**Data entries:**

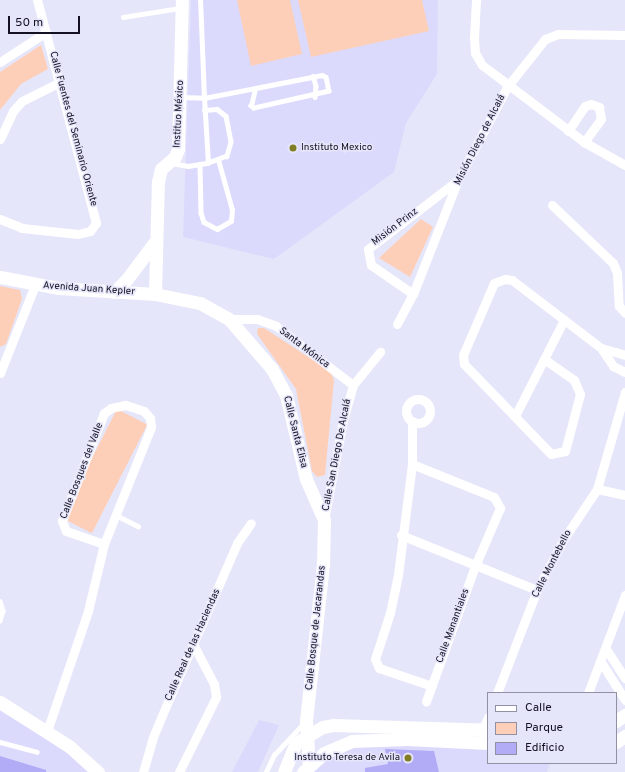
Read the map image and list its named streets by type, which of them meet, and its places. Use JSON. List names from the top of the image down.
{
  "streets": {
    "street": [
      "Instituo México",
      "Calle Fuentes del Seminario Oriente",
      "Misión Diego de Alcalá",
      "Misión Prinz",
      "Avenida Juan Kepler",
      "Santa Mónica",
      "Calle Santa Elisa",
      "Calle San Diego De Alcalá",
      "Calle Bosques del Valle",
      "Calle Montebello",
      "Calle Manantiales",
      "Calle Bosque de Jacarandas",
      "Calle Real de las Haciendas"
    ]
  },
  "crossings": [
    ["Instituo México", "Avenida Juan Kepler"],
    ["Instituo México", "Calle Santa Elisa"],
    ["Misión Diego de Alcalá", "Misión Prinz"],
    ["Avenida Juan Kepler", "Calle Santa Elisa"],
    ["Santa Mónica", "Calle Santa Elisa"],
    ["Santa Mónica", "Calle San Diego De Alcalá"],
    ["Calle Santa Elisa", "Calle San Diego De Alcalá"],
    ["Calle Santa Elisa", "Calle Bosque de Jacarandas"],
    ["Calle San Diego De Alcalá", "Calle Bosque de Jacarandas"]
  ],
  "places": ["Instituto Mexico", "Instituto Teresa de Avila"],
  "legend": ["Calle", "Parque", "Edificio"],
  "scale_bar": "50 m"
}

**YOUR GOAL:**
Set down all the entries exactly as they appear, but skip any pictures.

**EXERCISE SOLUTION:**
Read the map image and list its named streets by type, which of them meet, and its places. Use JSON. List names from the top of the image down.
{
  "streets": {
    "street": [
      "Instituo México",
      "Calle Fuentes del Seminario Oriente",
      "Misión Diego de Alcalá",
      "Misión Prinz",
      "Avenida Juan Kepler",
      "Santa Mónica",
      "Calle Santa Elisa",
      "Calle San Diego De Alcalá",
      "Calle Bosques del Valle",
      "Calle Montebello",
      "Calle Manantiales",
      "Calle Bosque de Jacarandas",
      "Calle Real de las Haciendas"
    ]
  },
  "crossings": [
    ["Instituo México", "Avenida Juan Kepler"],
    ["Instituo México", "Calle Santa Elisa"],
    ["Misión Diego de Alcalá", "Misión Prinz"],
    ["Avenida Juan Kepler", "Calle Santa Elisa"],
    ["Santa Mónica", "Calle Santa Elisa"],
    ["Santa Mónica", "Calle San Diego De Alcalá"],
    ["Calle Santa Elisa", "Calle San Diego De Alcalá"],
    ["Calle Santa Elisa", "Calle Bosque de Jacarandas"],
    ["Calle San Diego De Alcalá", "Calle Bosque de Jacarandas"]
  ],
  "places": ["Instituto Mexico", "Instituto Teresa de Avila"],
  "legend": ["Calle", "Parque", "Edificio"],
  "scale_bar": "50 m"
}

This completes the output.